Besides, we’re hardly graced with the kind of graceful majestic wildlife you’d want on a crest down here, are we? An eagle or lion? Definitely. But a waddling bird whose habitat smells like a KFC employee’s crotch and sounds like a donkey being slaughtered? Surely not.

Arguably the albatross is both graceful and majestic, but the problem with albatrosses is that you need to see one up close, or at the very least see it in a photo with a human, to appreciate it in all its glory. Put it on a crest and people are going to start asking why you have a common seagull on there, for that is all an albatross is without perspective: a seagull.

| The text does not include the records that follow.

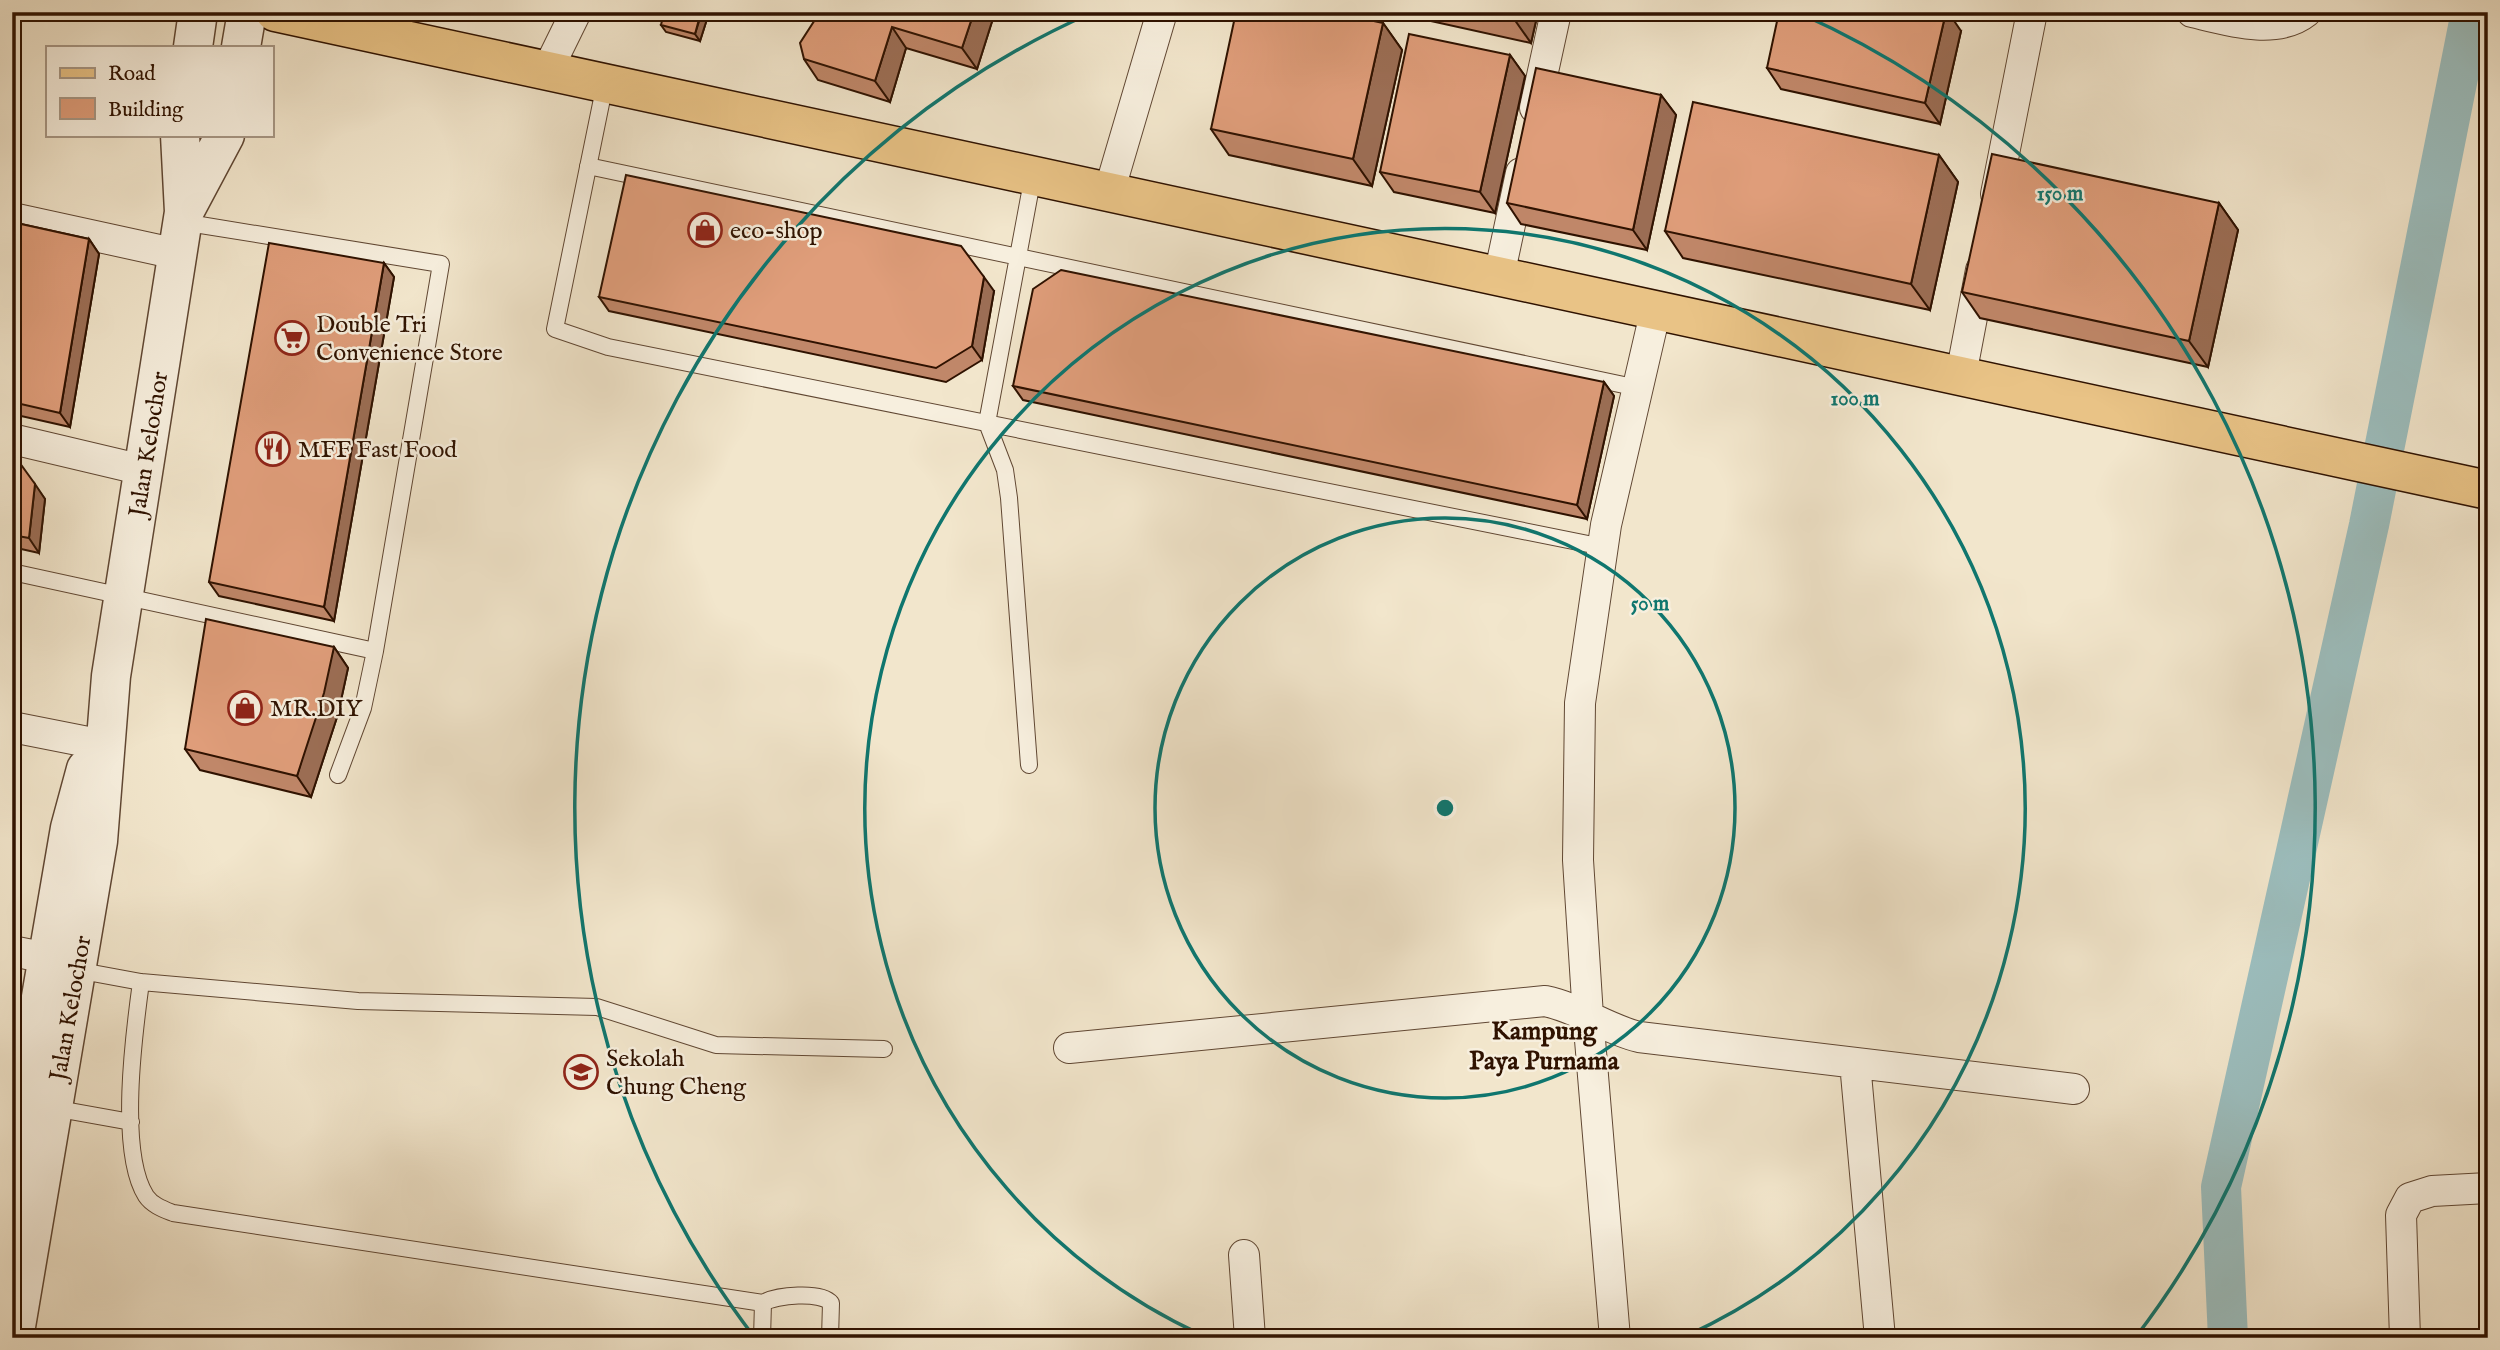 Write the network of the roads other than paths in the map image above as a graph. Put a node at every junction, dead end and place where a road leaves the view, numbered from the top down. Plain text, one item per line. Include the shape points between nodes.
1 (198, 12) edge
2 (247, 12) edge
3 (576, 12) edge
4 (1162, 12) edge
5 (1556, 12) edge
6 (2032, 12) edge
7 (2192, 12) edge
8 (2306, 12) edge
9 (300, 15) edge
10 (193, 46) edge
11 (241, 46) edge
12 (547, 71) junction
13 (606, 83) junction
14 (180, 136) edge
15 (225, 136) edge
16 (588, 166) junction
17 (1032, 176) junction
18 (1110, 192) junction
19 (12, 218) edge
20 (181, 230) junction
21 (1018, 257) junction
22 (1499, 276) junction
23 (1656, 310) junction
24 (1961, 375) junction
25 (1638, 388) junction
26 (987, 423) junction
27 (12, 439) edge
28 (143, 470) junction
29 (2488, 490) edge
30 (1603, 547) junction
31 (12, 572) edge
32 (124, 599) junction
33 (375, 651) junction
34 (111, 676) junction
35 (12, 727) edge
36 (93, 743) junction
37 (1029, 765) dead end
38 (338, 775) dead end
39 (45, 960) edge
40 (141, 982) junction
41 (1588, 1016) junction
42 (1069, 1048) dead end
43 (884, 1049) dead end
44 (1855, 1063) junction
45 (2074, 1089) dead end
46 (53, 1108) junction
47 (131, 1122) junction
48 (15, 1141) edge
49 (2488, 1188) edge
50 (1244, 1255) dead end
51 (763, 1303) junction
52 (14, 1338) edge
53 (762, 1338) edge
54 (830, 1338) edge
55 (1250, 1338) edge
56 (1615, 1338) edge
57 (1880, 1338) edge
58 (2405, 1338) edge

1 - 10 street
2 - 11 street
3 - 12 street
4 - 18 street
5 - 22 street
6 - 24 street
7 - 8 street via 2240,23 2273,24 2297,19
9 - 12 main road
12 - 13 main road
13 - 16 lane
13 - 17 main road
14 - 20 street, Jalan Kelochor
15 - 20 street, Jalan Kelochor
16 - 21 lane
16 - 26 lane via 555,330 608,347
17 - 18 main road
17 - 21 lane
18 - 22 main road
19 - 20 street
20 - 28 street, Jalan Kelochor
20 - 33 lane via 441,264
21 - 25 lane
21 - 26 lane
22 - 23 main road
23 - 24 main road
23 - 25 street
24 - 29 main road
25 - 30 street
26 - 30 lane
26 - 37 lane via 1005,470 1009,498
27 - 28 street
28 - 32 street, Jalan Kelochor
30 - 41 street via 1580,703 1578,860
31 - 32 lane
32 - 33 lane
32 - 34 street, Jalan Kelochor
33 - 38 lane via 363,708
34 - 36 street, Jalan Kelochor
34 - 39 street, Jalan Kelochor via 98,841
35 - 36 street
36 - 39 street, Jalan Kelochor via 70,828
39 - 40 lane
39 - 46 street, Jalan Kelochor
39 - 48 street, Jalan Kelochor
40 - 43 lane via 358,1001 597,1007 716,1045
40 - 47 lane via 132,1048
41 - 42 street via 1545,1001
41 - 44 street via 1639,1037
41 - 56 street
44 - 45 street
44 - 57 street
46 - 47 lane
46 - 52 street, Jalan Kelochor
47 - 51 lane via 141,1186 148,1199 173,1213
49 - 58 street via 2432,1191 2410,1198 2401,1215
50 - 55 street
51 - 53 lane
51 - 54 lane via 778,1296 827,1298 831,1303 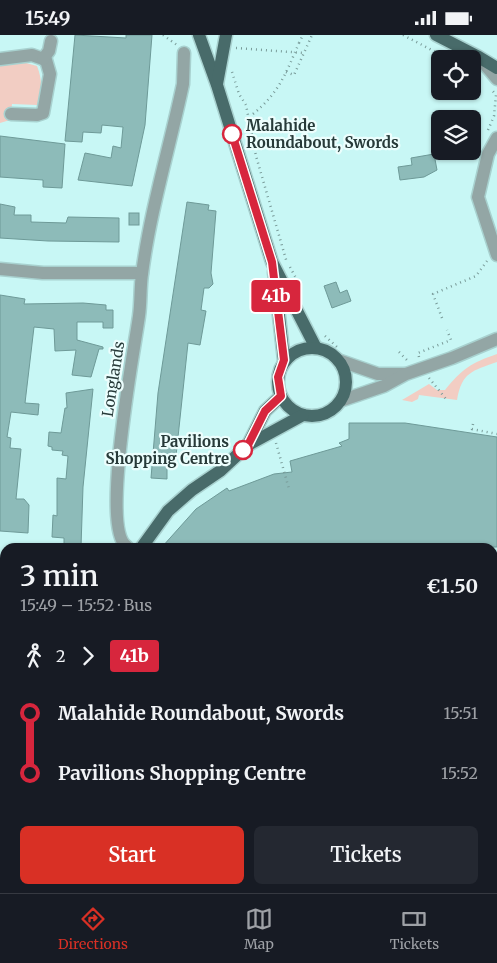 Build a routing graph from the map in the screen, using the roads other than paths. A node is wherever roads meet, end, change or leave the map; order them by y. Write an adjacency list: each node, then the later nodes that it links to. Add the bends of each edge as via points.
1 (199, 35): 13 (main road)
2 (226, 35): 13 (main road)
3 (436, 35): 5 (main road)
4 (51, 41): 9 (street)
5 (466, 50)
6 (184, 53): 19 (street, Longlands, via 183,84)
7 (481, 58): 11 (main road)
8 (0, 59): 9 (street, via 32,55)
9 (43, 59): 14 (street, via 50,74 43,113)
10 (481, 60): 12 (street)
11 (497, 68)
12 (497, 79)
13 (217, 85): 17 (main road)
14 (11, 114)
15 (497, 138): 16 (street, via 488,154 478,197)
16 (497, 255)
17 (272, 262): 21 (main road); 23 (main road)
18 (0, 269): 19 (street, via 43,273)
19 (142, 273): 29 (street, Longlands, via 139,315 122,420 118,529)
20 (497, 339): 24 (street, via 452,358)
21 (316, 348): 22 (main road); 23 (main road, via 296,352)
22 (339, 355): 24 (street, via 378,374); 26 (main road, via 346,376)
23 (284, 360): 25 (main road, via 278,377)
24 (406, 367): 26 (street, via 384,386)
25 (281, 396): 27 (main road, via 287,406); 28 (main road, via 265,411)
26 (343, 399): 27 (main road, via 323,415)
27 (303, 415): 28 (main road)
28 (248, 445): 30 (main road, via 168,511)
29 (124, 543)
30 (145, 543) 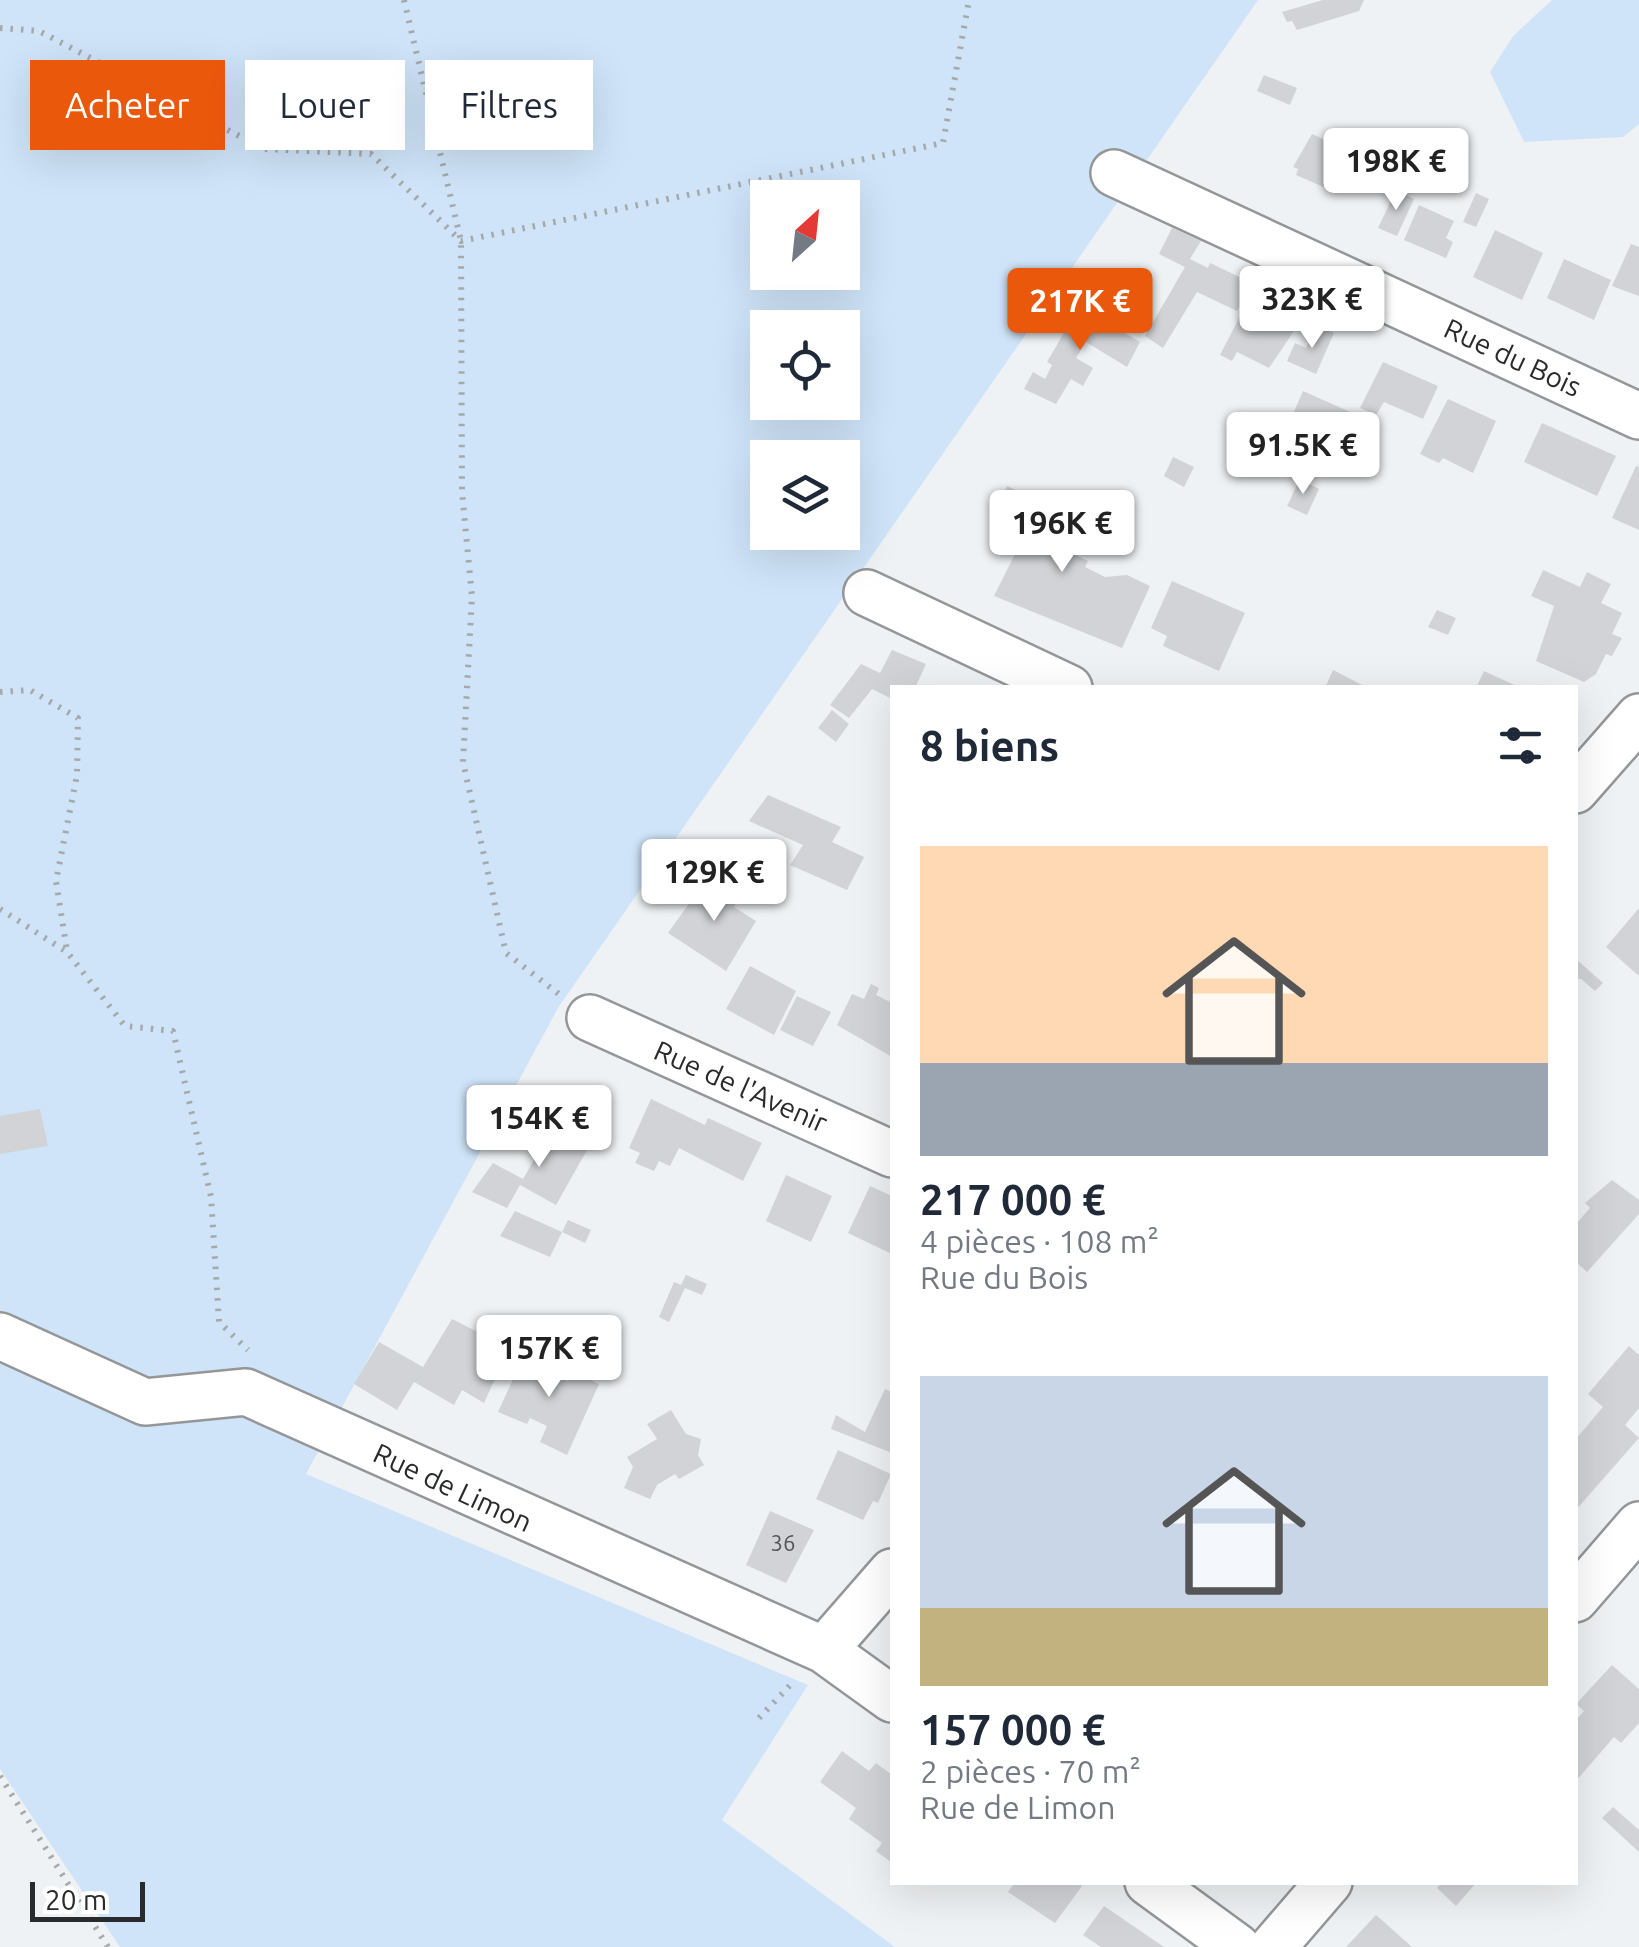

One only has to take a single step into one of Stanley's (overpriced and tacky) souvenir shops to realise that short of slapping a pair of hotpants on them and whoring them out to Taiwanese jiggers, we have exploited penguins and other wildlife as far as we can. As I see it, the only advantage to come from putting a penguin on our crest is that we’ll no longer be mocked as a nation of sheep-shaggers, but penguin-shaggers. And I say advantage as we’d no doubt receive international kudos for overcoming the inherent logistical difficulties of penguin shagging; they are extremely slippery and the wings aren’t half difficult to get a good grip on, nothing like a sheep where the fleece affords no end of sturdy handles… one would imagine.

Of course, this poses the question of what can be put in the crest instead, and as Graham points out, traditionally coats of arms are indicative of industry in a particular region. Again, he rightly goes on to argue that a squid engulfing a tourist is probably not what we’d like to see (not on a coat of arms, anyway), and with the much-maligned sheep out of the picture, we’re left with philately or the civil service; hardly sinew-stiffening stuff. If we were going to have a true reflection of industry in the Islands though, then the moustachioed Mr Monopoly would be a shoe-in, perhaps with Cable and Wireless and Stanley Services logos either side.

So, penguins and industry are out of the running, leaving trusty self-determination. Unfortunately, self-determination is something of an ethereal concept, so putting it on a small crest in a way that makes it immediately obvious would be somewhat challenging; as a general rule, if you wouldn’t expect to see it in a game of Pictionary, it shouldn’t be on a crest

For my money, I think that we should have a monthly or yearly rotating crest, like the fourth plinth in Trafalgar Square. People could submit their suggestions anonymously to an internet site for the rest of the population to vote on. One year it could be a guitar with a Johnny Cash Lyric as the motto, another year it could be a teaberry bun, Mike Summers atop a white steed a la Napoleon, an empanada and a bottle of Exportacion, a ball of tumbleweed rolling across West Falkland…

The possibilities are literally endless, and the enormous financial cost of replacing government stationary every year would be by far outweighed by having a truly representative and democratic national emblem.

We’d probably still end up with a fucking penguin though.